Mines, la position d'Eau & Rivières de Bretagne

Les mines propres n'existent pas. Ce n'est pas Eau & Rivières de Bretagne qui le dit mais le chef du bureau de la gestion et de la législation des ressources minérales du ministère de l'Environnement, détaché au ministère de l'Industrie : « La mine propre n'existe pas... Une mine a toujours un impact sur les populations, l'environnement. Elle transforme toujours un territoire. A notre charge de rendre cet impact positif ». (L'Usine Nouvelle, édition du 12 juin 2015). Impact positif de quel point de vue ?

 

Au plan environnemental, l'impact sur les eaux de surface et souterraines est majeur, immédiat et à très long terme sinon irrémédiable, en termes de qualité et de quantité.
Eau & Rivières de Bretagne ne peut admettre que cette ressource vitale pour les générations à venir soit ainsi sacrifiée à une politique passéiste et prédatrice.

 

Au plan régional et local, alors que les élus locaux héritent de compétences accrues pour une gestion durable et équilibrée du territoire, ils n'ont aucun droit de regard sur l'octroi de titres miniers qui auront pourtant des impacts majeurs sur l'économie et le cadre de vie locaux.
Eau & Rivières de Bretagne ne peut admettre que soient ainsi balayées d'un revers de main plusieurs décennies de co-gestion des bassins versants et de la ressource en eau.

 

Au plan de l'économie locale, une mine génère beaucoup moins d'emplois qu'annoncé pour la population locale (au mieux quelques dizaines et non « plusieurs centaines »).
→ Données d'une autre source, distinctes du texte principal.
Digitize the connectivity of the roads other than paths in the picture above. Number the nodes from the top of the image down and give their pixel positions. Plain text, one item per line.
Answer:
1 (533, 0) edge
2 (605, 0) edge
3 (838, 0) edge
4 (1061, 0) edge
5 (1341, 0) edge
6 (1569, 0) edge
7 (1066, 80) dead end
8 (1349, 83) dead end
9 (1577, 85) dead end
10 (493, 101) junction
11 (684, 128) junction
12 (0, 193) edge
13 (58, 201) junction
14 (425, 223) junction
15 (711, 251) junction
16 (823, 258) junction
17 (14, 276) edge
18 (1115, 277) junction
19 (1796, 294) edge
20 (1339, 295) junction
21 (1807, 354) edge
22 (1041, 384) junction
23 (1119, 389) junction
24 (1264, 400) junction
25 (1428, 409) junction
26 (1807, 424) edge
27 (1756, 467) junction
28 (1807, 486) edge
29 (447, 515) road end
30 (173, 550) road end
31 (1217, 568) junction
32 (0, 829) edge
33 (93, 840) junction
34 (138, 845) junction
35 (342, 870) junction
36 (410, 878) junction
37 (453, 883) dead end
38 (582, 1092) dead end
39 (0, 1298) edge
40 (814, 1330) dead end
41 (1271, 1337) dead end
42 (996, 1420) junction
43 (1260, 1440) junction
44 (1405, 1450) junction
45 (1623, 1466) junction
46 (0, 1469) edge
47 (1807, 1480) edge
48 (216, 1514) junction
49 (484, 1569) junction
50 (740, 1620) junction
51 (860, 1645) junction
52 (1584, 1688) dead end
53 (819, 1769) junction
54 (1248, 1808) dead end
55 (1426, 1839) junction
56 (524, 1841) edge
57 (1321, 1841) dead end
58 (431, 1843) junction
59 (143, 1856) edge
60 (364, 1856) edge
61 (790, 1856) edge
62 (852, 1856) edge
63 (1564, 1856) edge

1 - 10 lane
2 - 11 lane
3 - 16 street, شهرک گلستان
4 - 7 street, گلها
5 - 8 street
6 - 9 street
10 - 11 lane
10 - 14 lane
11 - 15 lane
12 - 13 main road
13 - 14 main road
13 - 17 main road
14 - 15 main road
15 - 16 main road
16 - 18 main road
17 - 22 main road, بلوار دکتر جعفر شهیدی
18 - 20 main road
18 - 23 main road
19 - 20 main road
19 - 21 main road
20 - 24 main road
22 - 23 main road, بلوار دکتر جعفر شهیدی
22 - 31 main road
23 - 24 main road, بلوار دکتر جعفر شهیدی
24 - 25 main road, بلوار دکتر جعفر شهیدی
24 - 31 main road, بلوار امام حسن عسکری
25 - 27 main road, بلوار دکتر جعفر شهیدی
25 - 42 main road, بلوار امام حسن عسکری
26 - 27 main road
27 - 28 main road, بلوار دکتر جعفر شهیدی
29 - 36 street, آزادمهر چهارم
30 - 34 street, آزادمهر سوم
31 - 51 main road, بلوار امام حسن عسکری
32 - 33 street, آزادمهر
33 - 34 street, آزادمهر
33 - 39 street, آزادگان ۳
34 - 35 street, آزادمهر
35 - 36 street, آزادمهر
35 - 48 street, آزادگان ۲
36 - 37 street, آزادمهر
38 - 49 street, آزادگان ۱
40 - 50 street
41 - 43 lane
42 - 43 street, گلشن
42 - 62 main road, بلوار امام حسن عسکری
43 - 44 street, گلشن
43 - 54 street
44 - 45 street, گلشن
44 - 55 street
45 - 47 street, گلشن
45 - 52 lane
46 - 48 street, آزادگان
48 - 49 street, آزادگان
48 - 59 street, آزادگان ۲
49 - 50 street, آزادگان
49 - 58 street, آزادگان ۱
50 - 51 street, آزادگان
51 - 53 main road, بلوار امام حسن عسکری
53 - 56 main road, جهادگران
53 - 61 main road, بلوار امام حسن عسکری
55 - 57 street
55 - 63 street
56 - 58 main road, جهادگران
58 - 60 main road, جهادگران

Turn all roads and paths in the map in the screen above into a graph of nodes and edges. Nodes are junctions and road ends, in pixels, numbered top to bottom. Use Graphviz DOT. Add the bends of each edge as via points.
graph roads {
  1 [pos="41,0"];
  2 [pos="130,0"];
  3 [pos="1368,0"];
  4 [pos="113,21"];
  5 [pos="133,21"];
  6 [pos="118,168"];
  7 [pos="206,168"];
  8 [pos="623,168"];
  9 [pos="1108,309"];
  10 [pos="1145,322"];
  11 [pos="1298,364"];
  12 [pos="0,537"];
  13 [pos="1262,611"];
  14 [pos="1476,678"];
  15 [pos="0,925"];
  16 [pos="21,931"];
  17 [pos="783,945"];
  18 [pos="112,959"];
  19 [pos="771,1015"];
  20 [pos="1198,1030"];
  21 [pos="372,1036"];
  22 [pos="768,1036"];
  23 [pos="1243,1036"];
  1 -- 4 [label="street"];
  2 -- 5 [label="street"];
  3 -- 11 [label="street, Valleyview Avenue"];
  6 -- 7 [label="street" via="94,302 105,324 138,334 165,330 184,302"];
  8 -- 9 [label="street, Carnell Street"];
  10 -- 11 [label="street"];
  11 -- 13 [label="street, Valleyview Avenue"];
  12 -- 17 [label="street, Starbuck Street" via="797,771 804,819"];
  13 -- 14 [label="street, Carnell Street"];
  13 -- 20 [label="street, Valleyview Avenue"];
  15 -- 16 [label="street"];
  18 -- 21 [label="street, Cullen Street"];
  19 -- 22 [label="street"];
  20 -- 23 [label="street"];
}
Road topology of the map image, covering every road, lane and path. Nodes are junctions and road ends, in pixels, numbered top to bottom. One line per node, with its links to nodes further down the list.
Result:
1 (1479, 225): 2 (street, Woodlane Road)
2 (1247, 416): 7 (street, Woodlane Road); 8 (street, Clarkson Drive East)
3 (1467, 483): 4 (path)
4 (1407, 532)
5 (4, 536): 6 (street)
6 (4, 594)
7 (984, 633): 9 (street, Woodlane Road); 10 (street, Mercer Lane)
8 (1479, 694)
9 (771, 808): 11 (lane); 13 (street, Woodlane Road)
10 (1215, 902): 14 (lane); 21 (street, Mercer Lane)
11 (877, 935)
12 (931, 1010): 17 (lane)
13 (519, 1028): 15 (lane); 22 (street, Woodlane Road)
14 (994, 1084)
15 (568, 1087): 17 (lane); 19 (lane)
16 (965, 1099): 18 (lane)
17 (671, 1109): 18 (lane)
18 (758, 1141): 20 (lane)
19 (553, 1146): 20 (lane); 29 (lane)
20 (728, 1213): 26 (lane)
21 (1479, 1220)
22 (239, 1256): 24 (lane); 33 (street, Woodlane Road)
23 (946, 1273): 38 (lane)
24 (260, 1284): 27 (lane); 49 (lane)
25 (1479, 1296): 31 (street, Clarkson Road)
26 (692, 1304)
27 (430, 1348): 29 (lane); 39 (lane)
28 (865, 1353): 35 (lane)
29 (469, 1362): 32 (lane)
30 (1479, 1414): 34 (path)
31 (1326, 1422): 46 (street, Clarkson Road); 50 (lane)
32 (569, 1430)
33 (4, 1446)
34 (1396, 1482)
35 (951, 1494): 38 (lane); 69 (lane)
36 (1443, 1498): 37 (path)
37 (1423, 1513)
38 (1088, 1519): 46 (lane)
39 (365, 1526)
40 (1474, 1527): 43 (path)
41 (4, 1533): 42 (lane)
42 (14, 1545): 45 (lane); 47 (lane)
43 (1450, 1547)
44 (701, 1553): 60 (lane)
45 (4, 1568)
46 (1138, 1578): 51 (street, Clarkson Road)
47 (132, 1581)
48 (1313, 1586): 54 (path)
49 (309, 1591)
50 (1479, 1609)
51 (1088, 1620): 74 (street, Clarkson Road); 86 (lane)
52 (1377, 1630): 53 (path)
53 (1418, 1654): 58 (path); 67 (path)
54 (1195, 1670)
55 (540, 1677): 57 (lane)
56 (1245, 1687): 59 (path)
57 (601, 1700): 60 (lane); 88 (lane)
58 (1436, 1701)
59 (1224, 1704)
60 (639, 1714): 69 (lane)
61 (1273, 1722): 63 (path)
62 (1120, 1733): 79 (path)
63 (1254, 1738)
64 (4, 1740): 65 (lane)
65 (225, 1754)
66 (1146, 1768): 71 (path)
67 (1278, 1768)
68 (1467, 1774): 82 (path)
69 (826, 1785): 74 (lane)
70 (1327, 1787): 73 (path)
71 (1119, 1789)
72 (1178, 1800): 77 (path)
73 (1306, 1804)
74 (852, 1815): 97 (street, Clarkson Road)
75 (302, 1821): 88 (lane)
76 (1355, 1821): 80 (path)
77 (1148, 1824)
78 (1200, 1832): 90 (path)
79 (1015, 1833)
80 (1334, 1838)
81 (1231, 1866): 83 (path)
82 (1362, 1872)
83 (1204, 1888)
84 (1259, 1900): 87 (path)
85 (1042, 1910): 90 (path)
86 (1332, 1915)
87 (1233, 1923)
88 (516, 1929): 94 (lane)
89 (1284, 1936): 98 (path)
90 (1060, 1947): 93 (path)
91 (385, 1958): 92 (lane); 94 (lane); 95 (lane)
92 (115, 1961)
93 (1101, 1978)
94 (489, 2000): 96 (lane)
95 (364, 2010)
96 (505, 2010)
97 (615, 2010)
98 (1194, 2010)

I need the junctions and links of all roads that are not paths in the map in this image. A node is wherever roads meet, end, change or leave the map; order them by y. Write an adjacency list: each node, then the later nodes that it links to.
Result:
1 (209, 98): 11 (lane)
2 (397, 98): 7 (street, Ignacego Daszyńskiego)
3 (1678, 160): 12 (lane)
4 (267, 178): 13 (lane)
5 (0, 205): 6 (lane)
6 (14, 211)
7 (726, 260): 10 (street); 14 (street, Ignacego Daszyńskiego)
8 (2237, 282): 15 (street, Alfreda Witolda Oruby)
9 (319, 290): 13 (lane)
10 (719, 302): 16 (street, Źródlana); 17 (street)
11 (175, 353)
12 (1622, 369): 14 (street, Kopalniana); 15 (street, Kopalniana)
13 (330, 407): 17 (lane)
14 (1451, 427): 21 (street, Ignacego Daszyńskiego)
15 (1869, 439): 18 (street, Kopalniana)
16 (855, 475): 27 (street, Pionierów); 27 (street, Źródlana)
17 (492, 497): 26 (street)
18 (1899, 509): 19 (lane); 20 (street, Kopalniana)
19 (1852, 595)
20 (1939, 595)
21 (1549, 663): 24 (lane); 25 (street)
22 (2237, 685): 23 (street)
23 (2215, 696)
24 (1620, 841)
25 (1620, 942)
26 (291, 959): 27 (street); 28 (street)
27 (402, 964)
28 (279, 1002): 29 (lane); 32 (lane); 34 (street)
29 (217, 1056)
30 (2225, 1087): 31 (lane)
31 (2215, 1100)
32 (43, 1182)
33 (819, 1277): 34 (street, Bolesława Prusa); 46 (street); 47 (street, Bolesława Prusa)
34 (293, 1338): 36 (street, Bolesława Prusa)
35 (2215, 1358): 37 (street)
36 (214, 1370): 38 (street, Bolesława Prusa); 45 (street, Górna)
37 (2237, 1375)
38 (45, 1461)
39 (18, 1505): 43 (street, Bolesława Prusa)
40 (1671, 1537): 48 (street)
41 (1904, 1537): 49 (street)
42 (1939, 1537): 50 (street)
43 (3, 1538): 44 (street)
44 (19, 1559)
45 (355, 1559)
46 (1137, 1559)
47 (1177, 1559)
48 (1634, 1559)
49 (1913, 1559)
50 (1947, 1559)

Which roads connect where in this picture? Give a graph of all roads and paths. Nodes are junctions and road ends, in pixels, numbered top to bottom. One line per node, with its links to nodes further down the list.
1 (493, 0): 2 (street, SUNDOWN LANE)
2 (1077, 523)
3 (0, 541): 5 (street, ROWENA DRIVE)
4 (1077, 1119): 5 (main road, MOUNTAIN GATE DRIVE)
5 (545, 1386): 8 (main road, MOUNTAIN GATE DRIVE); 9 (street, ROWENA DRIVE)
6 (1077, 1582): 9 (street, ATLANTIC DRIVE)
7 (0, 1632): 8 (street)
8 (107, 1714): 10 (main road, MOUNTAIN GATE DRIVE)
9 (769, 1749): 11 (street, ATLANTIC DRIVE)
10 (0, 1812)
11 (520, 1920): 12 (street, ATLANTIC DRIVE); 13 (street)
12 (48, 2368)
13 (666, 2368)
Par contre, les études d'impact n'évaluent jamais les emplois détruits dans l'agriculture, l'industrie agroalimentaire ou le tourisme.
Eau & Rivières de Bretagne ne peut admettre que l'Etat porte une politique « hors sol » qui fait fi du tissu économique existant au lieu de lui donner les moyens d'évoluer vers des productions de qualité et durables.

 

Au plan sociétal, la stratégie gouvernementale de relance minière pour assurer l'indépendance d'approvisionnement nationale se heurte à deux réalités : les groupes miniers sont majoritairement étrangers et leur actionnariat est étranger. On comprend mal la logique...

 

Eau & Rivières de Bretagne ne peut admettre un « projet industriel » dans lequel la Bretagne perdra ses ressources naturelles non renouvelables et gagnera des siècles de pollution.

 

Qui parlait d'impact positif ?

 

La politique française actuelle de relance de l'extraction minière dans un cadre réglementaire obsolète, reflète une approche passéiste de l'autonomie nationale fondée sur l'exploitation de ressources primaires non remplaçables, qui, dans le meilleur des cas ne « porterait ses fruits » que dans une dizaine d'années avec des effets collatéraux majeurs aux plans sanitaire, environnemental et économique.

 

Dix ans, c'est le temps nécessaire pour faire émerger de nouvelles technologies, de nouveaux matériaux élaborés à partir de ressources secondaires, recyclées, renouvelables qui, si l'Etat voulait s'en donner les moyens, assurerait un leadership français ou européen dans le domaine de la recherche et permettrait la création de nouvelles filières industrielles sur notre territoire, pour des activités non délocalisables.